Pudding is also a term of endearment.
Phillip, Bryan, Andrew and Gill.
|
31.16 | And then there's the pudding club... | WELSWS::MANNION | | Mon Jul 13 1987 08:55 | 21 |
| Oops.
We forgot about some particularly Northern delicacies which don't
fit our rules.
These are black pudding, white pudding and pease pudding.
Black pudding is congealed blodd and fat in a sausage like skin.
This should be fried and served with English mustard.
White pudding is something even more disgusting, and is probably
made from white blood cells only. White pudding looks like black
pudding.
Pease pudding is made from peas and is a kind of mildly spiced splodge
on the side of your plate. Bright green.
The Autralians have various colourful euphemisms for vomitting.
We shall now go and play the whale, etc.
Phillip et al.
|
31.17 | Il circolo del Budino | MLNIT5::FINANCE | | Mon Jul 13 1987 09:07 | 9 |
| MLNOIS::HARBIG
Phillip et al.
Could you explain to our American colleagues what
it means to be in the pudding club ?
I will only tell them that it it is not a society
of dessert gourmets!
Max
|
31.18 | How about _Yorkshire_ pudding? | APTECH::RSTONE | Roy | Mon Jul 13 1987 10:16 | 11 |
| So now where do you place "Yorkshire Pudding"? In many American
restaurants they will serve "Roast beef with Yorkshire Pudding".
The "Pudding" turns out to be what we would call a _Popover_ and
appears to be a hollow pastry backed in a muffin tin (and the inside
often appears somewhat sticky and underdone.) But they I read in
James Herriot's books about a farmhouse dinner in which a "thick
slab of Yorkshire pudding is served, covered with a rich brown gravy."
Is it possible that there are local variations to what the English call
Yorkshire Pudding?
|
31.19 | of course that doesn't mean we make it the right way | DEBIT::RANDALL | I'm no lady | Mon Jul 13 1987 11:44 | 11 |
| The Yorkshire pudding recipe I have from my mother's family (which
comes from somewhere north of York and south of Scotland) doesn't turn
out anything resembling a popover; it's more like what we would call
"dressing" or "stuffing" if it came out of the cavity of a roasted
bird. It's quite sticky and heavy because its effect depends on
soaking up all the pan juices.
It's delicious but the Heart Association must groan every time I
cook it. . . .
--bonnie
|
31.20 | Yorkshire Pudding - The Best | WELSWS::MANNION | | Mon Jul 13 1987 11:46 | 15 |
| Yorkshire Pudding. This is made from plain flour, egg, milk, water
and a little salt and pepper. This is beaten in a bowl, traditionally
with the hand and then left to stand for 20-30 mins.

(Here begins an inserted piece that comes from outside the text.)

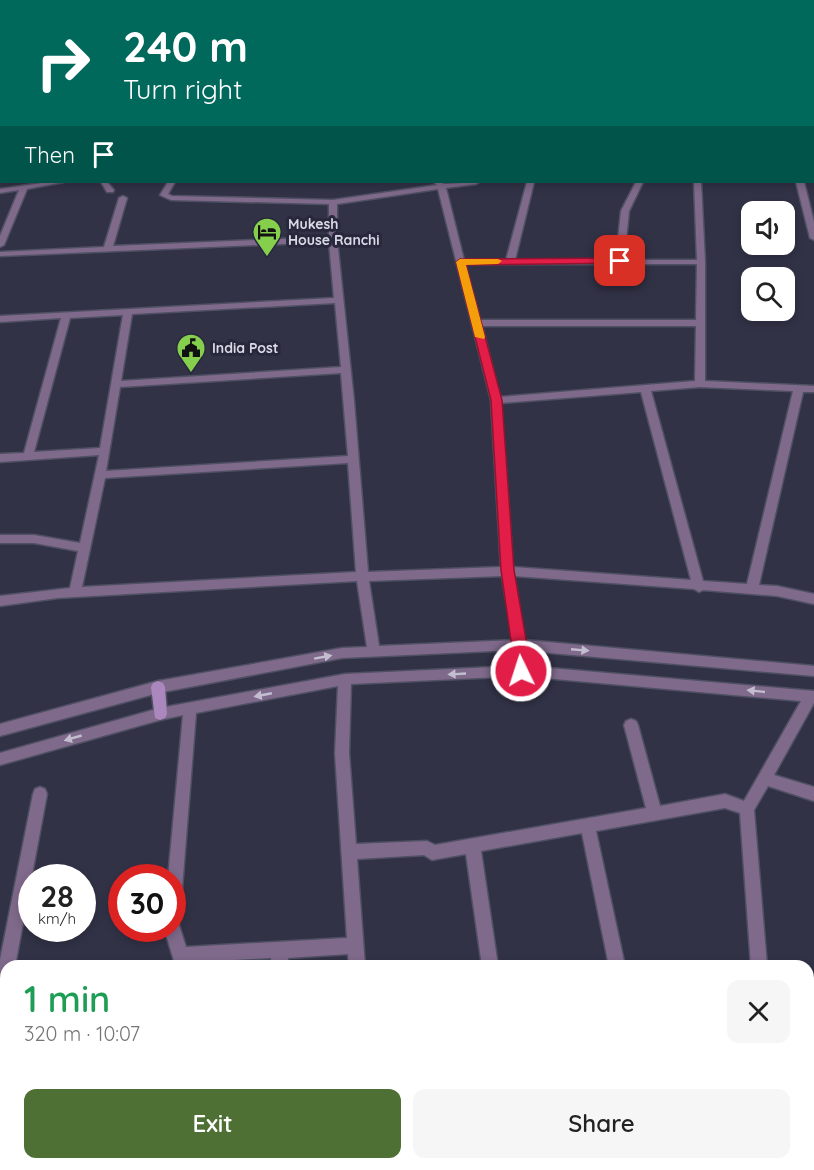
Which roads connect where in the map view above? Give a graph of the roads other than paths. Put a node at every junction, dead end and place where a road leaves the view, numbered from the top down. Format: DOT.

Beef dripping
is put in a roasting tin and pre-heated until giving off blue smoke.
The batter is added put all in an oven and leave till light and
delicious. Some people eat this with Beef etc but it should really
be eaten as starter course served only with gravy with onions in
and English mustard.
Anything which suggests the description "thick slab" is not a Yorkshire
pudding and should be placed in the nearest dustbin (trashcan).
The pudding should be thick and fluffy.
James Herriot was a Scot.
It's ingredients fit the definition of pudding given earlier.
Andrew Dodd from Harrogate in Yorkshire.
|
31.21 | Chateau Chunder | CHARON::MCGLINCHEY | Get a Bigger Hammer | Mon Jul 13 1987 12:08 | 7 |
| "Chateau Chunder is for those heavily into regurgutation."
- Monty Python, "Australian Table Wines"
I don't understand. There's a joke here somewhere. Could
an Aussie or Kiwi explain? What does 'Chunder' mean?
|
31.22 | Praying to the Porcelein Goddess | ERIS::CALLAS | CO in the war between the sexes | Mon Jul 13 1987 14:10 | 4 |
| I'm neither an Aussie nor a Kiwi, but "chunder" means "projectile
vomiting." Usually from having drunk too much alcohol, or vice versa.
Jon
|
31.23 | 'chunder | QUOKKA::SNYDER | Wherever you go, there you are | Mon Jul 13 1987 15:59 | 5 |
|
When someone on the upper deck of the ship hangs his head over
the rail, a warning is issued to those below: Watch under!
Sid
|
31.24 | Okker speak | WELSWS::MANNION | | Tue Jul 14 1987 06:25 | 17 |
| Whilst not necessarily being in favour of the use of these words
in polite society, I am quite prepared to share them with Joyoflexers
everywhere; some Oz for vomitting:
To play the whale
To go the big spit
To laugh at the ground
To throw a map
To [do?] a technicolour yawn
To talk to God on the big, white telephone
To cry Ralph, or Hughie
To chunder (Derivation given in -1 is correct)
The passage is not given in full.